Runs into a problem if byte count < 16. If the first jle @f is taken, RAX is not initialised but the final copy loop uses it as a counter.
xmmcopya proc
; *********************
; aligned memory copy
; *********************
; rcx = source address
; rdx = destination address
; r8 = byte count
mov r11, r8
shr r11, 4 ; div by 16 for loop count
xor r10, r10 ; zero r10 to use as index
cmp r8, 16
jle @F
lpst:
movdqa xmm0, [rcx+r10]
movntdq [rdx+r10], xmm0
add r10, 16
sub r11, 1
jnz lpst
mov rax, r8 ; calculate remainder if any
and rax, 15
test rax, rax
jnz @F
ret
@@:
mov r9b, [rcx+r10] ; copy any remainder
mov [rdx+r10], r9b
add r10, 1
sub rax, 1
jnz @B
ret
xmmcopya endp
I have only just pulled my head out of a linear parser, probably the best way is to test the length and if its under 16 bytes, branch to a simple byte copy.
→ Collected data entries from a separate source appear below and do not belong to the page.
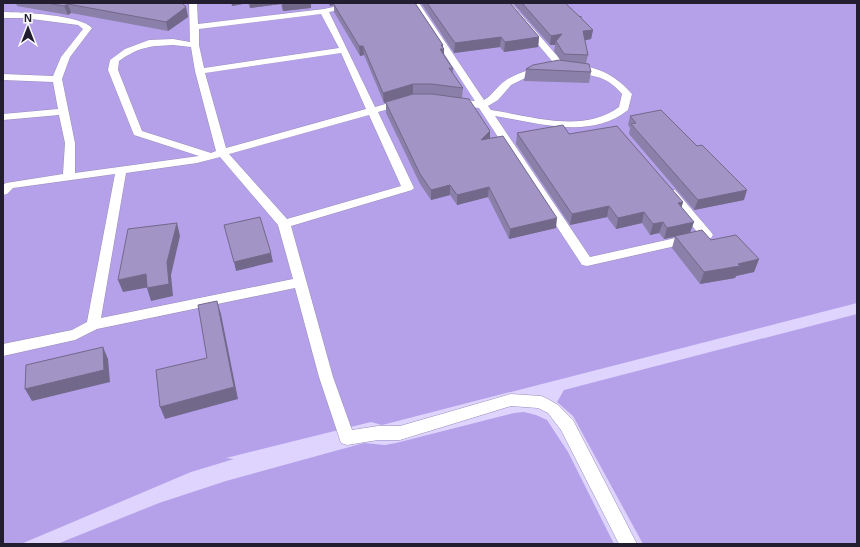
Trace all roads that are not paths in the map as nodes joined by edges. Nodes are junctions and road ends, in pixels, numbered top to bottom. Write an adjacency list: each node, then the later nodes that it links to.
1 (193, 3): 7 (lane)
2 (364, 3): 5 (lane)
3 (416, 3): 16 (lane)
4 (507, 3): 10 (lane)
5 (324, 11): 7 (lane); 9 (lane)
6 (3, 15): 13 (lane)
7 (194, 27): 8 (lane)
8 (195, 45): 11 (lane); 22 (lane)
9 (344, 50): 11 (lane); 17 (lane)
10 (559, 68): 16 (lane); 20 (lane)
11 (200, 71): 22 (lane)
12 (3, 77): 13 (lane)
13 (56, 79): 18 (lane)
14 (413, 99): 17 (lane)
15 (447, 100): 16 (lane)
16 (484, 108): 20 (lane); 25 (lane)
17 (372, 110): 22 (lane); 27 (lane)
18 (63, 112): 19 (lane); 24 (lane)
19 (3, 117)
20 (606, 119): 21 (lane)
21 (618, 130)
22 (217, 154): 23 (lane); 27 (lane)
23 (120, 171): 24 (lane); 29 (lane)
24 (69, 177): 26 (lane)
25 (662, 183)
26 (5, 187)
27 (284, 224): 28 (lane)
28 (300, 282): 29 (lane); 31 (lane)
29 (93, 325): 30 (lane)
30 (3, 350)
31 (628, 544)

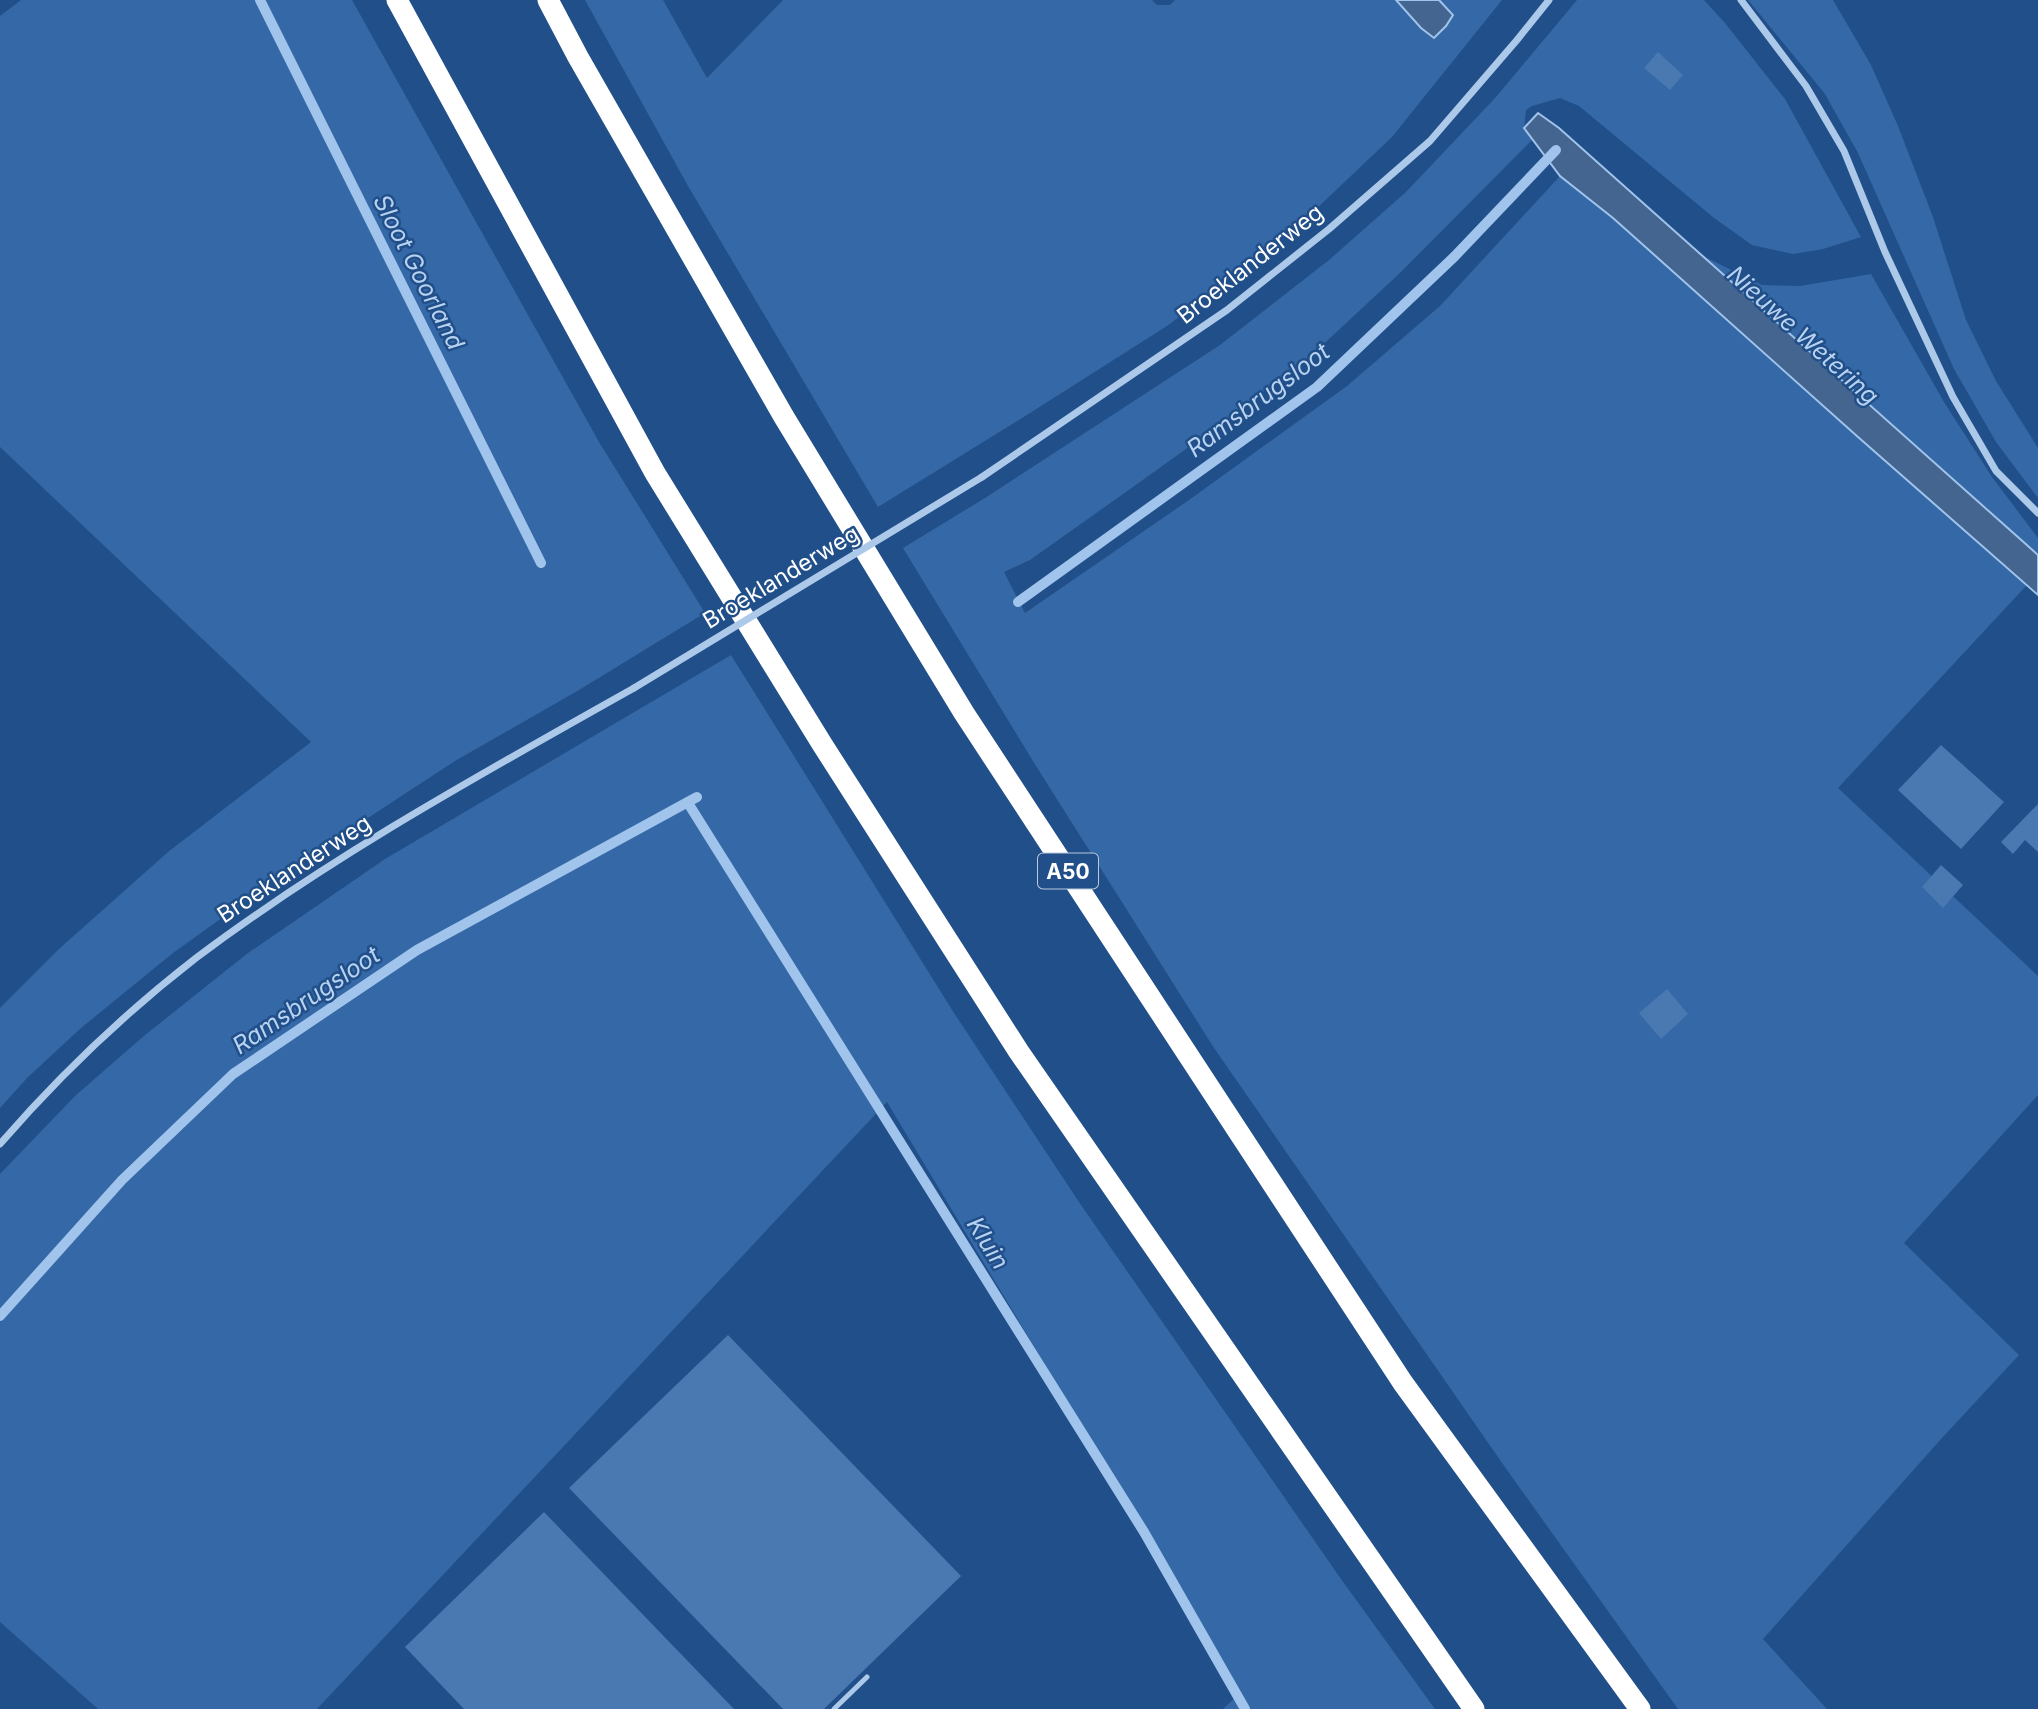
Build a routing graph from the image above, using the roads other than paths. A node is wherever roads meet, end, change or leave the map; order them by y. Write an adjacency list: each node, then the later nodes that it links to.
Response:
1 (397, 0): 9 (highway)
2 (548, 0): 10 (highway, A50)
3 (1549, 0): 6 (street, Broeklanderweg, bridge)
4 (1741, 0): 5 (street)
5 (2038, 513)
6 (0, 1144)
7 (867, 1677): 8 (lane)
8 (834, 1709)
9 (1474, 1709)
10 (1640, 1709)

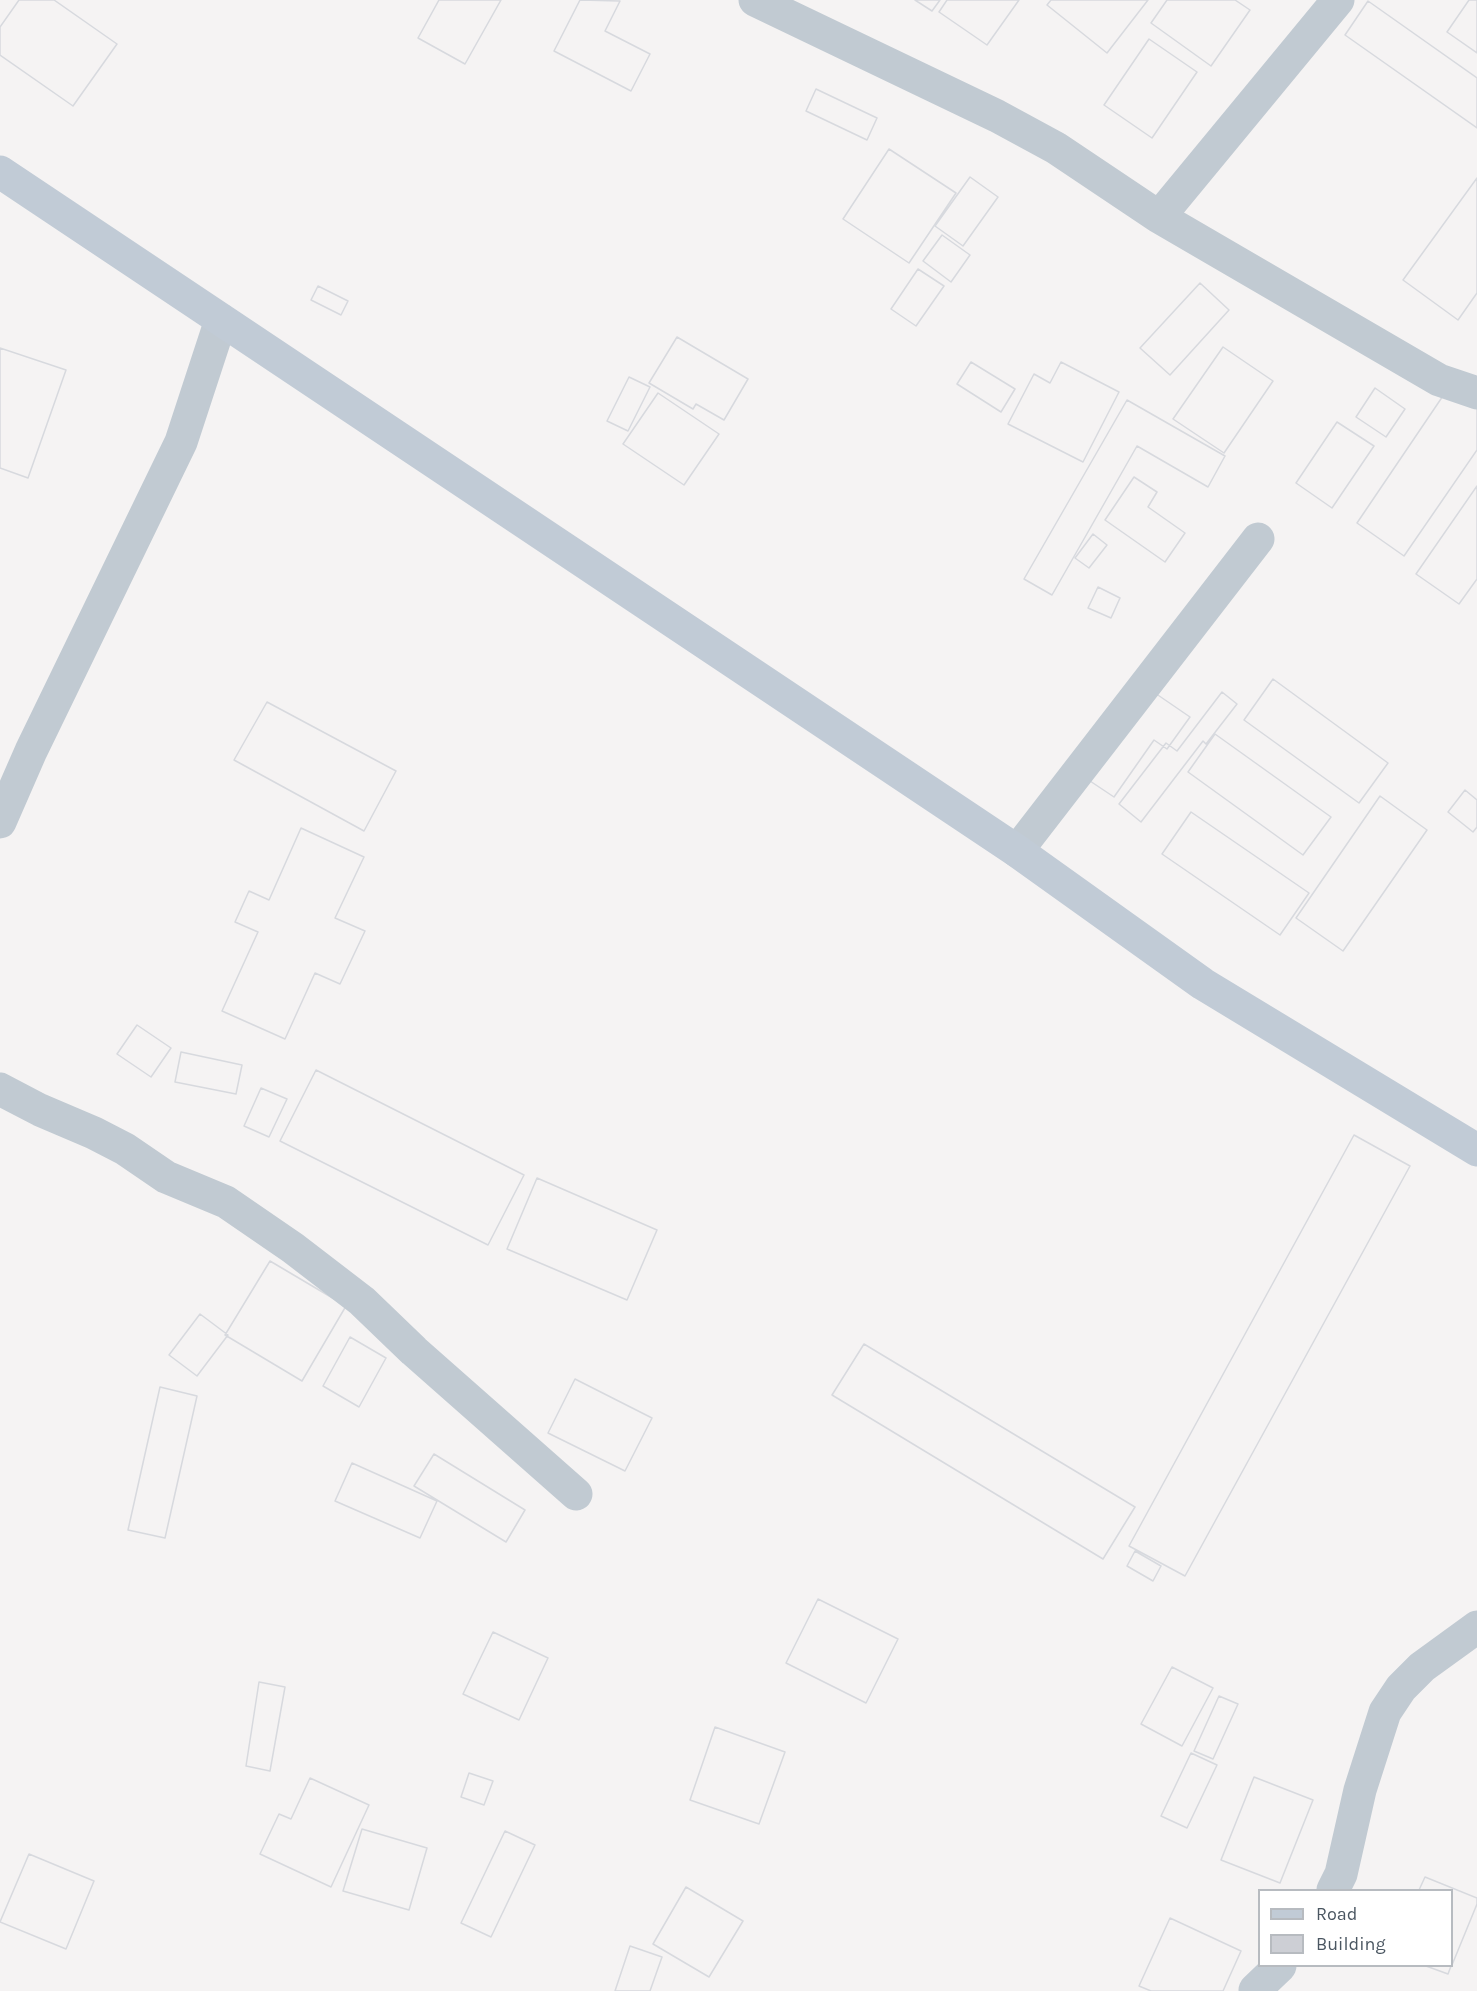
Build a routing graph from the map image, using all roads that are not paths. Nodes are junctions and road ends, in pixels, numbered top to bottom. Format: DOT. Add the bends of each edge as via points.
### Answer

I did not envisage it being used for very small byte counts.
If you look at the design of the algorithm, it requires 16 byte aligned memory for the particular choice of mnemonics and will crash without correct alignment as per the Intel manual data so it is not a choice for memory copy under 16 bytes in length. An algorithm of this type would be used for block streaming of aligned memory, not for small byte counts. On small amounts its hard to beat REP MOVSB.
I realised later that it wasn't a general purpose routine, but some might see xmm and assume it's super-fast or something :biggrin: